*Instructions to follow*. Copy every line that contains the string "Šrámkova" from the entries below.

------

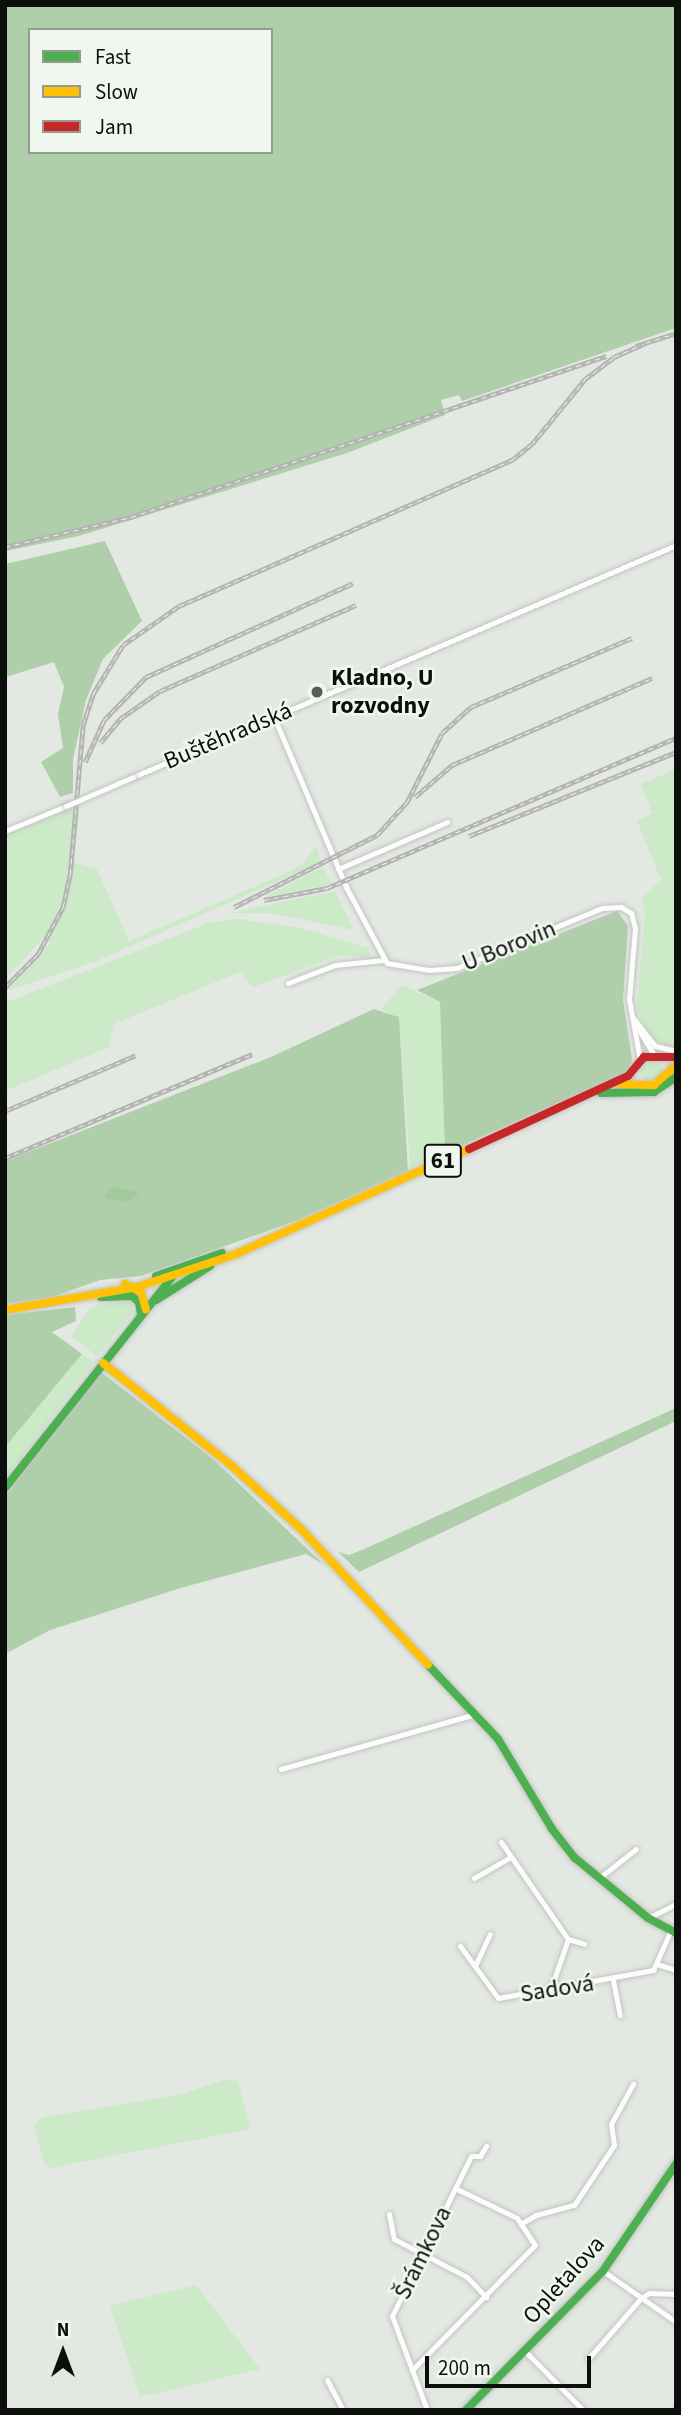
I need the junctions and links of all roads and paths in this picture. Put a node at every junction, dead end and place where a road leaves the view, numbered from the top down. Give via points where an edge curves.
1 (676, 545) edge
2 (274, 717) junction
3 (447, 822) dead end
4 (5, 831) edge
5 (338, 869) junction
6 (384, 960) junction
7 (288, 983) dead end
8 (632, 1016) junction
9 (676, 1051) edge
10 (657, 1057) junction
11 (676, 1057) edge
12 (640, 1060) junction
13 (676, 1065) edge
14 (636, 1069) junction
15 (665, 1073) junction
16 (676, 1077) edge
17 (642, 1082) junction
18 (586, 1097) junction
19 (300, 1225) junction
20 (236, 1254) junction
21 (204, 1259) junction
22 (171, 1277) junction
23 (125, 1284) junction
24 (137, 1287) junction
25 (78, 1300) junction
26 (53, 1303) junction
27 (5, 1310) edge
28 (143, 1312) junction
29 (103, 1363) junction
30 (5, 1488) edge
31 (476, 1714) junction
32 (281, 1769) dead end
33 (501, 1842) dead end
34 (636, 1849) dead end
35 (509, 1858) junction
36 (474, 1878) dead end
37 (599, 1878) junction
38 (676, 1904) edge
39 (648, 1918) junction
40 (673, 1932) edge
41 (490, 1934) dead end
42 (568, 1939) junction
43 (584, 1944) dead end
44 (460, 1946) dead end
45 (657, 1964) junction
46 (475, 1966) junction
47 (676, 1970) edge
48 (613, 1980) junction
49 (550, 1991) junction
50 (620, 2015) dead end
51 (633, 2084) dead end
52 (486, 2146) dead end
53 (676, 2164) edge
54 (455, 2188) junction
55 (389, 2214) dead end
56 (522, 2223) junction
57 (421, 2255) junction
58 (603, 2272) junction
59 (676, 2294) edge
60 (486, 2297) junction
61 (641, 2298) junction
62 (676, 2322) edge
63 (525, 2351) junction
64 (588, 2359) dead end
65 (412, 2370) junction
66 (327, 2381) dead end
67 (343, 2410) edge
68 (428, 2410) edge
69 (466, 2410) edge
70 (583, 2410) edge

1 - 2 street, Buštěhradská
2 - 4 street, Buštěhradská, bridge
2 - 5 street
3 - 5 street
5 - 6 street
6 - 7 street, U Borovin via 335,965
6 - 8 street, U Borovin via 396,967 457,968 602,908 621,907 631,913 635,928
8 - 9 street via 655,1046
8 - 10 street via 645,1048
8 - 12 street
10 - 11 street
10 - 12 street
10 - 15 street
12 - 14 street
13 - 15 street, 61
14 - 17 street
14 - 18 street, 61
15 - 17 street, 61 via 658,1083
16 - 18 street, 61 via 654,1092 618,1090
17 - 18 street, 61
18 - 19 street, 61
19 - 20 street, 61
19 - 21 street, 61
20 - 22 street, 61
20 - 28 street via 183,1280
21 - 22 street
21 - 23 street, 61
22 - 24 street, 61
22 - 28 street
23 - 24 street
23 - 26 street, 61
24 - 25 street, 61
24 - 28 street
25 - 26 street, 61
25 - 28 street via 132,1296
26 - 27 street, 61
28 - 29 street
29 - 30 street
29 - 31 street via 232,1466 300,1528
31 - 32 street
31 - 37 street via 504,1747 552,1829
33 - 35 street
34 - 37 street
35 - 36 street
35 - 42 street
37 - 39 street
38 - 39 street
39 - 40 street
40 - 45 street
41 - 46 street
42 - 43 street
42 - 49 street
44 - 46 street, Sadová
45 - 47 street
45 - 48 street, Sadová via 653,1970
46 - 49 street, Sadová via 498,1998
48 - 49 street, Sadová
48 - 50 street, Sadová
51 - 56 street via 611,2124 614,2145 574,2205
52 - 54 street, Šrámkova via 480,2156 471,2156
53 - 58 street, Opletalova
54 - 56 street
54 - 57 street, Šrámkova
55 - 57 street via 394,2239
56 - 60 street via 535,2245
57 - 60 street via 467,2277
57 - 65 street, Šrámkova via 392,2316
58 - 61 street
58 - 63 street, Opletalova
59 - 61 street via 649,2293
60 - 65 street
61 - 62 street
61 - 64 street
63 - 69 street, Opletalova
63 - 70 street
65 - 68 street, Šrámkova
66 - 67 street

------

*Reply to the task*.
52 - 54 street, Šrámkova via 480,2156 471,2156
54 - 57 street, Šrámkova
57 - 65 street, Šrámkova via 392,2316
65 - 68 street, Šrámkova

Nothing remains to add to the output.